Wednesday, November 28, 2007

Mountain Town News


By ALLEN BEST - MTN TOWN NEWS SERVICE

First it's elk, then come lions & mountain lions

BANFF, Alberta -- The elk population around Banff is growing once again, with 220 counted this year compared with 93 only three years ago. The worry is that the elk will, in turn, draw wolves and lions.

This is not new. In the 1990s, so many elk were in Banff itself that they leisurely congregated in streets and occasionally attacked people -- an average eight times a year, notes the Rocky Mountain Outlook.

Such problems led to the relocation of elk about five years ago. The working theory now is that the elk are returning to the town's perimeter in hopes of seeking safety from mountain lions and wolves. If so, it doesn't always work. Earlier this year, a cougar killed an elk near a playground.
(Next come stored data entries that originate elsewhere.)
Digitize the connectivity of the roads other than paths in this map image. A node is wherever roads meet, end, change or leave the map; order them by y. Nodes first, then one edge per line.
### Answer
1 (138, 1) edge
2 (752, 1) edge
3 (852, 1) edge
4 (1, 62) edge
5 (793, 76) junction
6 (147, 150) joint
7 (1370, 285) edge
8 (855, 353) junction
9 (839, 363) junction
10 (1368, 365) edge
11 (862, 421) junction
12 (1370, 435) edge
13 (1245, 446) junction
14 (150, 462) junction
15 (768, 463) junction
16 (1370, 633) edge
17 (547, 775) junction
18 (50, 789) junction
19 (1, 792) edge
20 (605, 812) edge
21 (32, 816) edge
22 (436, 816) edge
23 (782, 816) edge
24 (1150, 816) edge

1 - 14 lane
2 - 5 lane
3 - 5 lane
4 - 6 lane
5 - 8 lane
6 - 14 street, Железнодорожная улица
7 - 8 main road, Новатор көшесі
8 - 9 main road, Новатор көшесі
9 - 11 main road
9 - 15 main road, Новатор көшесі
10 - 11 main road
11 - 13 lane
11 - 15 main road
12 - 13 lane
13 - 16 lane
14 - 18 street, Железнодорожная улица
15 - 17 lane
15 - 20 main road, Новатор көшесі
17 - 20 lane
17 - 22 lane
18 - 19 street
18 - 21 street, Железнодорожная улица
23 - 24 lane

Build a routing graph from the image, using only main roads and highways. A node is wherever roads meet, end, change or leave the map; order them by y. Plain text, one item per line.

Wildlife officials are doing their best to keep elk in the hinterlands. A six-foot-tall fence is being erected along the Trans-Canada Highway in an effort to keep the elk north of the town, where they are more likely to be killed by the predators. Jesse Whittington, a wildlife specialist with Banff National Park, says opinions are divided whether six feet is tall enough to contain the elk.

Whistler underwhelmed by turnout to job fairs

WHISTLER, B.C. — The death knell of the big employee recruiting fairs has been rung in Whistler. Last year, 1,700 showed up for a job fair sponsored by Intrawest, the operator of the Whistler and Blackcomb ski areas. Significantly fewer, 1,200 people, showed up this year. Another job fair reported attendance nearly half of last year.

"No longer are there enough young folks out there on the planet willing to take the risk to come to Whistler to find a job and then hope to get housing," said Kirby Brown, director of human resources at the ski area.

"We knew that this demographic issue was going to hit us at some point ..." he added in an interview with Pique.

In the Vail and Beaver Creek area, a similar tightening of the labor pool market was reported by the Vail Daily, although the ski area operator, Vail Resorts, seems to have secured its necessary employees.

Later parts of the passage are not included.